Proofs about our commands

[anshumanmohan]

What if we could prove that Pollen DSL programs preserve the semantics of variation graphs? That is, some but not all odgi commands are "logical no-ops," in the sense that they may split up segments and rename things and stuff, but the set of nucleotide sequences they represent (i.e., odgi flatten would still produce the same flat sequences). Could we somehow prove that these programs are no-ops, so they're free of "bugs"?

Originally posted by @sampsyo in #84 (review)

I love this idea!

I'd love to be able to state and prove, for example:

forall g, 
valid g -> 
exists g', flip g g' /\ valid g' /\ meaning g == meaning g'

where

1. flip a b is a relation, in this case a function, that says that b is the flipped version of a. i.e, all the good stuff stated here.
2. meaning x is some beautiful encapsulation of the semantics of a graph x, rising above all the kludge of segment-splits and names.

[anshumanmohan]

Bit of progress on this, still in slow_odgi for now.

I have done up paths_logically_le.
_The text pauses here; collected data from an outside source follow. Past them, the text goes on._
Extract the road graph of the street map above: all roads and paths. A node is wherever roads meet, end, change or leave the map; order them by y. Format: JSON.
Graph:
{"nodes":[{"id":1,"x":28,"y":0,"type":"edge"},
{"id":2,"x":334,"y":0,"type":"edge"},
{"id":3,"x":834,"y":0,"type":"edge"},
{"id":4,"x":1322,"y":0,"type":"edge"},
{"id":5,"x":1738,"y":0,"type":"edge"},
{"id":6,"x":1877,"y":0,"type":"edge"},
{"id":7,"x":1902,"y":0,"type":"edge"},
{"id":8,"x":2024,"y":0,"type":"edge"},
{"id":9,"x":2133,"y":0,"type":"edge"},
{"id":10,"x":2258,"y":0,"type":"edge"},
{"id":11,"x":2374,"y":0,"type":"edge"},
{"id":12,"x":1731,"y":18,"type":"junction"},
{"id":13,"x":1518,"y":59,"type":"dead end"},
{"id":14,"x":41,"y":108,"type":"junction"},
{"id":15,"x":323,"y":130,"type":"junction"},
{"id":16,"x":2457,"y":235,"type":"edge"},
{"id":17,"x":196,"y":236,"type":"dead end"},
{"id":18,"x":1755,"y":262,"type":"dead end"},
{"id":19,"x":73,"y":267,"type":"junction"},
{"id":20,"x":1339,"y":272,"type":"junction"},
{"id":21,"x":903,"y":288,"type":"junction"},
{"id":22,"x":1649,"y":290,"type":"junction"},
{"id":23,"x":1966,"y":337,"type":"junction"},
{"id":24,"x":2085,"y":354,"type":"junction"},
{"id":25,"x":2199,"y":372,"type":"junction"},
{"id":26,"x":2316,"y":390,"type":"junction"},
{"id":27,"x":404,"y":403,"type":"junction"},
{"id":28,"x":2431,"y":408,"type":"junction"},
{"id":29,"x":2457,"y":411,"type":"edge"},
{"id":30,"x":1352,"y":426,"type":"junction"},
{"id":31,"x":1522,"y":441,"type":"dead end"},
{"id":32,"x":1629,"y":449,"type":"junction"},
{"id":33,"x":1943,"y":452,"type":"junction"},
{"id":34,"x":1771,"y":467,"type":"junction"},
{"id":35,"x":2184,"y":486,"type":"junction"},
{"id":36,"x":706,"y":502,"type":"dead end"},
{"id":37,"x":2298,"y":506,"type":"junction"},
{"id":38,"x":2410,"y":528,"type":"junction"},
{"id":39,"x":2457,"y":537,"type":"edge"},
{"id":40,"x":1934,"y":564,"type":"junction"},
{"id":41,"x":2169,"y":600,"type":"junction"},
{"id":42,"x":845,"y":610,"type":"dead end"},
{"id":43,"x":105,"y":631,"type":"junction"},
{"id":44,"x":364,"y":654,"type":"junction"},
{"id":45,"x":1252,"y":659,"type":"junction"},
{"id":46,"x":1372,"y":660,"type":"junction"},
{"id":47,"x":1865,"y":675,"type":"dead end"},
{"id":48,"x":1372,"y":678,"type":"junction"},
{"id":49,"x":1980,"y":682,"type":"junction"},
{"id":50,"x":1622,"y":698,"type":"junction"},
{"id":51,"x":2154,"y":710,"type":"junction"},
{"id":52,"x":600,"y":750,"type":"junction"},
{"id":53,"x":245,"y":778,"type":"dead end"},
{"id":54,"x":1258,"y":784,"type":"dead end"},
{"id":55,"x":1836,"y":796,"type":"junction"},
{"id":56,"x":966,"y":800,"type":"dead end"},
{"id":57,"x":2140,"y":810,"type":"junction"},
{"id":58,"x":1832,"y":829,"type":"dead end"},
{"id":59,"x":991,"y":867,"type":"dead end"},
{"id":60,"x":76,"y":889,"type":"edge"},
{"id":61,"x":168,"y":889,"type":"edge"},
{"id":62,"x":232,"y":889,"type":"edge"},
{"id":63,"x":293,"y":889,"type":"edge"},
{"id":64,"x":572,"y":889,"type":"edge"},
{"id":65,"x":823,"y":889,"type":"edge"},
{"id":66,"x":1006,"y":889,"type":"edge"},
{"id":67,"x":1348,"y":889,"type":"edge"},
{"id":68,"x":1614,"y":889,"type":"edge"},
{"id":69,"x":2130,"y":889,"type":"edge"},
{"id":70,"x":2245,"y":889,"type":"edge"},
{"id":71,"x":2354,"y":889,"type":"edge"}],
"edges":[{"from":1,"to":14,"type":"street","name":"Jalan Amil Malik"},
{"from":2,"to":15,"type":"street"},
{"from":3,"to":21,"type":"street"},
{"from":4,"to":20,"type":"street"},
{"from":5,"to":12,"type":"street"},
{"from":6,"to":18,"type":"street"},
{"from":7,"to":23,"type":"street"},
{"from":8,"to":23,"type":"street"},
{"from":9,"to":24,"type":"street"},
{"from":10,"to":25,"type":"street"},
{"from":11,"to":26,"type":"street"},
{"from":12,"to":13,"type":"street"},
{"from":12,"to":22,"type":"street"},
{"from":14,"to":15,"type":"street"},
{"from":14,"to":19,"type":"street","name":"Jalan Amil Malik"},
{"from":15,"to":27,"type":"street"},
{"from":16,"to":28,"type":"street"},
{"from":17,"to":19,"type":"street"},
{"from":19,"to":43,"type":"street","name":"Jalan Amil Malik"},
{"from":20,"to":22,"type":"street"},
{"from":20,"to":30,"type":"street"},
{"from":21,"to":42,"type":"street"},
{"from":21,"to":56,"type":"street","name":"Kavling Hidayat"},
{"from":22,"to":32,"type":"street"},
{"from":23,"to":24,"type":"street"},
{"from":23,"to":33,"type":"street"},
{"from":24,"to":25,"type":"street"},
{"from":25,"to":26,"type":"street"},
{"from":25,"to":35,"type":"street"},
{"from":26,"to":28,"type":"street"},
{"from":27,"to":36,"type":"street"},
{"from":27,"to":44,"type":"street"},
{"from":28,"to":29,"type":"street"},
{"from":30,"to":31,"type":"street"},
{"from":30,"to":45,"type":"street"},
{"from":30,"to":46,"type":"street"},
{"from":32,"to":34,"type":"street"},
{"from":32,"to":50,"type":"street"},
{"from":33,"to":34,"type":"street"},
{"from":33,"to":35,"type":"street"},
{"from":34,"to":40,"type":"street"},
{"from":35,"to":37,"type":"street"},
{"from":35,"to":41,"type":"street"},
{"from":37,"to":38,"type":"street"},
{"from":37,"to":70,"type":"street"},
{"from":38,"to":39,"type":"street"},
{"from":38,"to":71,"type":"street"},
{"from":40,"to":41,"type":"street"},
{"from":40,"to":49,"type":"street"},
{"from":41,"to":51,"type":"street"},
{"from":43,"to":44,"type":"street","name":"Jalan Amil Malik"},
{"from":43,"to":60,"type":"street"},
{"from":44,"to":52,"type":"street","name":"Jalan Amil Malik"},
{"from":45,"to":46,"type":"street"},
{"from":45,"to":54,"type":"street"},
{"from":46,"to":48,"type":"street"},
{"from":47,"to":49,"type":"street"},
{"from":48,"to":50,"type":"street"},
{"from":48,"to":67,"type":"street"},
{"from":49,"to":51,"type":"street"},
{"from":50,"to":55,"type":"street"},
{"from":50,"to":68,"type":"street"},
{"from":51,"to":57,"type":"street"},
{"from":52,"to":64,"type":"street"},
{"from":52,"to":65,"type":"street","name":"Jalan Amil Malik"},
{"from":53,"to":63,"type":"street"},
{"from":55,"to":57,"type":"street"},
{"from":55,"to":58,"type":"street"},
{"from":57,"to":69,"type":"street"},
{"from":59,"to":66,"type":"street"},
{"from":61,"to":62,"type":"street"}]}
I take a path-forward approach and assert, in the relevant commands (just chop and inject for now) that the graph we pass is "less than or equal to" the graph we get back. That is, every path that I used to have in the input graph still exists, with the same name and sequence, in the new graph.

This issue talks about logical equality, but I've come up with this logical <= approach because I think there's some value there. We can state == using <= and antisymmetry.